Jennifer Lawrence Is In Serious Trouble For The Clothes She’s Wearing In This Ad

November 15, 2018

Dior was so close to doing a great thing, but then fumbled at the last minute. For the label’s Cruise 2019 collection, designer Maria Grazia Chiuri based her collection on the beautiful clothing worn by Mexican Escaramuza Charra riders. However, Chirui’s inspiration fell flat when her clothing appeared on Dior’s face, Jennifer Lawrence. Now, both Dior and Lawrence are being accused of cultural appropriation.

Escaramuza is a traditional Mexican sport that is comprised of 10 to 16 women on horseback doing choreographed dancing and stunts to Mexican music. The sport first began at the birth of the Mexican revolution, during which women were allowed to participate and appear at the front of the battle in their traditional dress.

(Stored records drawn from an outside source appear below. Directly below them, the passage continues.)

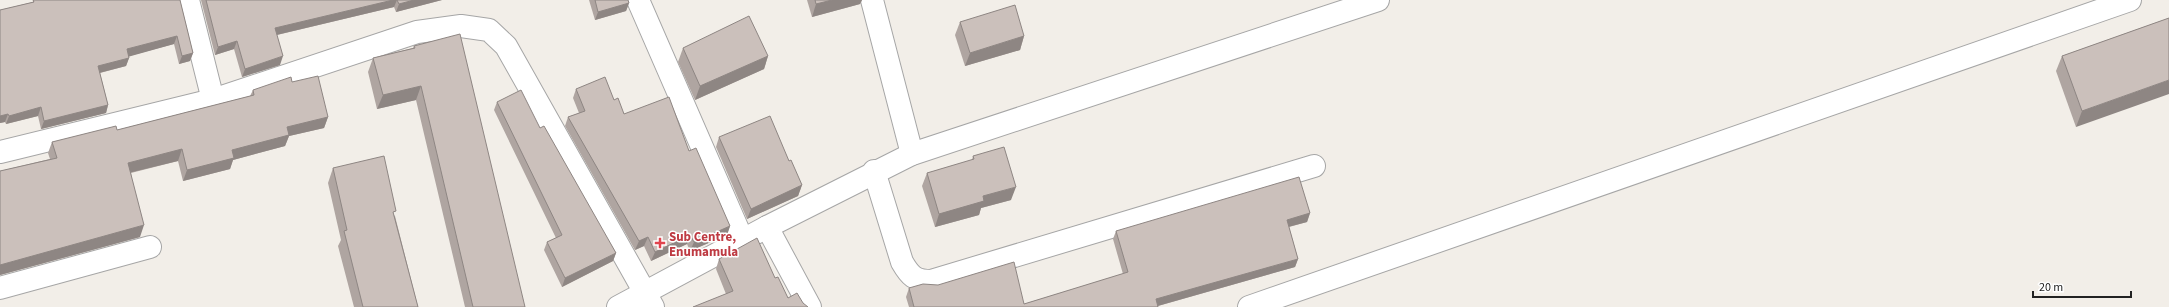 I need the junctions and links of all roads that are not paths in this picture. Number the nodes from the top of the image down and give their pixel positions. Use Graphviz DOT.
graph roads {
  1 [pos="188,0"];
  2 [pos="638,0"];
  3 [pos="872,0"];
  4 [pos="1378,0"];
  5 [pos="2130,0"];
  6 [pos="1328,7"];
  7 [pos="213,100"];
  8 [pos="0,152"];
  9 [pos="912,154"];
  10 [pos="1314,166"];
  11 [pos="874,171"];
  12 [pos="767,227"];
  13 [pos="743,241"];
  14 [pos="150,247"];
  15 [pos="0,288"];
  16 [pos="649,300"];
  17 [pos="618,307"];
  18 [pos="810,307"];
  19 [pos="1250,307"];
  1 -- 7 [label="street"];
  2 -- 13 [label="street"];
  3 -- 9 [label="street"];
  4 -- 6 [label="street"];
  5 -- 19 [label="street"];
  6 -- 9 [label="street"];
  7 -- 8 [label="street"];
  7 -- 16 [label="street"];
  9 -- 11 [label="street"];
  10 -- 11 [label="street"];
  11 -- 12 [label="street"];
  12 -- 13 [label="street"];
  12 -- 18 [label="street"];
  13 -- 16 [label="street"];
  14 -- 15 [label="street"];
  16 -- 17 [label="street"];
}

The wardrobe of the Escaramuza is as beautiful and precise as their routines, and an Escaramuza team must adhere to strict guidelines when crafting their uniform. Frills, shawls, ornaments, boots, and hats are all musts, and give fashion labels like Dior a lot to drool over.

 

However, by putting Jennifer Lawrence — who is neither Mexican nor Latina — in clothing inspired by such culturally important dress for Mexican women has many questioning whether or not Dior cares about the cultural significance of the Escaramuza at all.

Lawrence said in a behind-the-scenes clip from the photoshoot featured on Dior’s Instagram, “One of the main inspirations of this collection is the traditional women riders of Mexico. I’m really excited that this collection is looking at and celebrating these women’s heritage through such a modern lens.”

Many fault Dior for lacking the wherewithal to cast a Mexican model as the face of the collection. Although Lawrence should have seen through the culturally appropriative problem, it’s more disappointing that Dior is just that oblivious.

Dior did feature a team of Escaramuza, wearing uniforms from Chirui’s collection, in the the label’s Cruise 2019 fashion show. However, the models presenting the inspired clothing on the runway were primarily white. It’s a bit boggling how Dior completely missed the mark.

This cultural appropriation slip up is an obvious reminder that the fashion industry still has a long road ahead of them in terms of diversification and inclusion. Labels must become more aware of the impact they have on culture and society, and do more to make formative statements with their collections.